The stability test, or the test for existence of long-run relationship, is conducted for all the six models mentioned in section II. The ARDL of order 4 with an intercept and no trend were estimated for the purpose¹⁰ .

Table 2: Test for Long-Run Relationship in Bivariate Models(1960-61 to 1996-97)
	Formulations		F-Statistics	F-Statistics
I.	LTE and LY		LTE on LY = 0.34	LY on LTE = 7.61*
II.	LCE and LY		LCE on LY = 1.16	LY on LCE = 7.84*
III.	LTE and LYN		LTE on LYN = 0.99	LYN on LTE = 8.53*
IV.	LTEY and LYN		LTEY on LYN = 4.33	LYN on LTEY = 8.50*
V.	LTEN and LYN		LTEN on LYN = 0.61	LYN on LTEN = 8.50*
VI.	LTEY and LY		LTEY on LY = 3.76	LY on LTEY = 8.86*
* denotes rejection of null at 99% confidence level based on the critical value bounds computed by Pesaran et al (1996).

The results are presented in Table-2. It can be seen that the F-statistics are significant at 99% confidence level when various forms of public sector expenditure form the long-run forcing variables on the national income (column 3). For the reverse long-run relationships (column 2), none of the F-statistics are significant at the 95% confidence level. Thus, it follows that if there exist any stable long-run relationship between public sector expenditure and national income in India, it is the former that has long-run influences on the latter or its per capita, and not the reverse.
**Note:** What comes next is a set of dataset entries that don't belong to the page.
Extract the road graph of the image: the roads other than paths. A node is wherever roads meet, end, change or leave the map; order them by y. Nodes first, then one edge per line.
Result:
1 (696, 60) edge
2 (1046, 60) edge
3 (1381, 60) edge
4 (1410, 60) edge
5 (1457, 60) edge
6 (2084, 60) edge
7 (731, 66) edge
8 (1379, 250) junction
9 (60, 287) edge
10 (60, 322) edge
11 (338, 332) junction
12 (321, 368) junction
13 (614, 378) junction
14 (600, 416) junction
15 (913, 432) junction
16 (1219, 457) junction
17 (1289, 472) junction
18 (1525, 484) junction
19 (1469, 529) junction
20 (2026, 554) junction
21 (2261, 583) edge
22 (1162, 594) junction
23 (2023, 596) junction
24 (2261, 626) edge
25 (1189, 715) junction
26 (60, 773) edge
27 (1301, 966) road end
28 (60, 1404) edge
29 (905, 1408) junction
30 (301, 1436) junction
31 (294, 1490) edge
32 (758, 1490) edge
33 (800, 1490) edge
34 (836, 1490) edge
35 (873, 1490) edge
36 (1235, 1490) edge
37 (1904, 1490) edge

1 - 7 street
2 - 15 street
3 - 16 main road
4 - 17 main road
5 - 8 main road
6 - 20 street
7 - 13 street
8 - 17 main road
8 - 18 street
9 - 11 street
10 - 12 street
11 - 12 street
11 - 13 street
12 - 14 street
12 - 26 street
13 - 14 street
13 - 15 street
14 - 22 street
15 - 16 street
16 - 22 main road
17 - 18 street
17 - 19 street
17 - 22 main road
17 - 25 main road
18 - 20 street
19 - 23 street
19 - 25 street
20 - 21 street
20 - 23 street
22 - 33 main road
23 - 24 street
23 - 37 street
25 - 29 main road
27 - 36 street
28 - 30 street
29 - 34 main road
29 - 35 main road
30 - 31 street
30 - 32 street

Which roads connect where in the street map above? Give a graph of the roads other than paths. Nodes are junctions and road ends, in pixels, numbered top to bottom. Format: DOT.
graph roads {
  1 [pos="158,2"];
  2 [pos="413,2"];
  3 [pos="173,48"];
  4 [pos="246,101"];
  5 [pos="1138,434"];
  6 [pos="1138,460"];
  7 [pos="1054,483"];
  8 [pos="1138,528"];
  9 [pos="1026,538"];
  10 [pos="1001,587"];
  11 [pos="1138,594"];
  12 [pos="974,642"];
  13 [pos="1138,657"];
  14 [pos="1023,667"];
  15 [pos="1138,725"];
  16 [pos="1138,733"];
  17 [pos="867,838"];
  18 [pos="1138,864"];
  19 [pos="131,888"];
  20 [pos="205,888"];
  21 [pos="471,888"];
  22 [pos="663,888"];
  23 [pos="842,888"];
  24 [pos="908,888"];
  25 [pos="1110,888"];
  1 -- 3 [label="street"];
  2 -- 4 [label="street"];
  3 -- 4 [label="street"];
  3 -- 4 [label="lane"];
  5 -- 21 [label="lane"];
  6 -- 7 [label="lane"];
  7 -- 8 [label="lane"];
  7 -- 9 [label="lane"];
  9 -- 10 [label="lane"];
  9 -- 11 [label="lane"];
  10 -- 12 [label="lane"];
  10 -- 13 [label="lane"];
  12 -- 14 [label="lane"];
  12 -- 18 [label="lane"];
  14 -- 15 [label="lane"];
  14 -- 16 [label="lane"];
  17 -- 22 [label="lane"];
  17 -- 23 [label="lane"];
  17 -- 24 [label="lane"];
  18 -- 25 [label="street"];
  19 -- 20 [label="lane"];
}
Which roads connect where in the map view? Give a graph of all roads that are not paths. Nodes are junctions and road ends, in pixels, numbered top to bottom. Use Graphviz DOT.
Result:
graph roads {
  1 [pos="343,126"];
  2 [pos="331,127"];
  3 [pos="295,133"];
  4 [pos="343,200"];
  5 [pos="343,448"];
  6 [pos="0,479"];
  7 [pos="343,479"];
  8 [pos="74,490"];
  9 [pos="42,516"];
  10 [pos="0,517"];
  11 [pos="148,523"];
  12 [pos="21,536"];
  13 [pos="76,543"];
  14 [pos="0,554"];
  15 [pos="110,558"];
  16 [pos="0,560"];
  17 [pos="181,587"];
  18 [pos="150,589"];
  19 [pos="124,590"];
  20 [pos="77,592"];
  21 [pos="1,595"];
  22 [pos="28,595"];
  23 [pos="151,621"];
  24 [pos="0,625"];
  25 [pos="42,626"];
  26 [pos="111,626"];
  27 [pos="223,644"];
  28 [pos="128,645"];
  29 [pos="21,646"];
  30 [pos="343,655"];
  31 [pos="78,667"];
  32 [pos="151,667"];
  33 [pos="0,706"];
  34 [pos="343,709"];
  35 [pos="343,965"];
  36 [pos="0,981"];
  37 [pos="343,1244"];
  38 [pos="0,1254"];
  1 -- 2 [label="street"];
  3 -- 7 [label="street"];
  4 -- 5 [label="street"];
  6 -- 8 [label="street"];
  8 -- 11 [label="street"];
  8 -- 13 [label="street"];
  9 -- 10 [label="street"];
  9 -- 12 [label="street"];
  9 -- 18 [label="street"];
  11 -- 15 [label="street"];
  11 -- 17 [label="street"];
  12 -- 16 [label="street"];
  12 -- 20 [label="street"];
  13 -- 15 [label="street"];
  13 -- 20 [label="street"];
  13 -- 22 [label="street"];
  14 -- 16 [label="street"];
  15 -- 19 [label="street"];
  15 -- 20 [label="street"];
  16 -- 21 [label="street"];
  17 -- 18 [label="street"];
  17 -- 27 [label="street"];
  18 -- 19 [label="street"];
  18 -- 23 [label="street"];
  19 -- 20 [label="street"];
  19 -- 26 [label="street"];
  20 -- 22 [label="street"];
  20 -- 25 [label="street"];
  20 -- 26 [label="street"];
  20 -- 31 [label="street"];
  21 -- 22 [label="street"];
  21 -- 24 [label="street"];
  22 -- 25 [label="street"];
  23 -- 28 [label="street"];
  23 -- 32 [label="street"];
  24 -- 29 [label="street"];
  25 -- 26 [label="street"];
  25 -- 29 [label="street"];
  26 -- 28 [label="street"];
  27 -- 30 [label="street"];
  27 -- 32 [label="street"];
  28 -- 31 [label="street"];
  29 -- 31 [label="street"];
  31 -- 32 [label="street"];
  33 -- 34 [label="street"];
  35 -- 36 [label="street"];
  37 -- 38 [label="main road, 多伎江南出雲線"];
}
In other words, there is no evidence for validity of Wagner’s law in the Indian context. Rather, the relationship between public sector expenditure and national income in India works in the Keynesian fashion.

The second stage estimate ascertains the exact nature of the long-run influence of public sector expenditure on national income and the associated short-run dynamics in the error correction framework. The long-run coefficients are estimated based on the SBC and AIC model selection criterion¹¹ . As can be seen from Table 3, SBC despite selecting lower order of ARDL model estimates relatively much lower value of standard errors, and thus the models selected by this criterion were preferred.

The estimates of the long-run coefficients in the models show that public sector expenditure, either the total (LTE) or only consumption component (LCE) has positive effect on the national income or its per capita (models (I) to (III)). Of these three, the coefficients are significant in models (I) and (II) only, and in both the cases, the values are close to one¹² . On the other hand, when public sector expenditure is in per capita term or scaled by the national income (models (IV) to (VI)), the sign of the coefficients are negative. The negative coefficient, however, is not statistically significant in (V). These negative coefficients in (IV) and (VI), combined with positive coefficients in (I) and (II), would imply that there is a limit to the positive impact of public sector expenditure on national income. In other words, while public sector expenditure per se has a positive impact on income growth, excessive growth that leads to rise in its share to national income would have a negative impact on national income.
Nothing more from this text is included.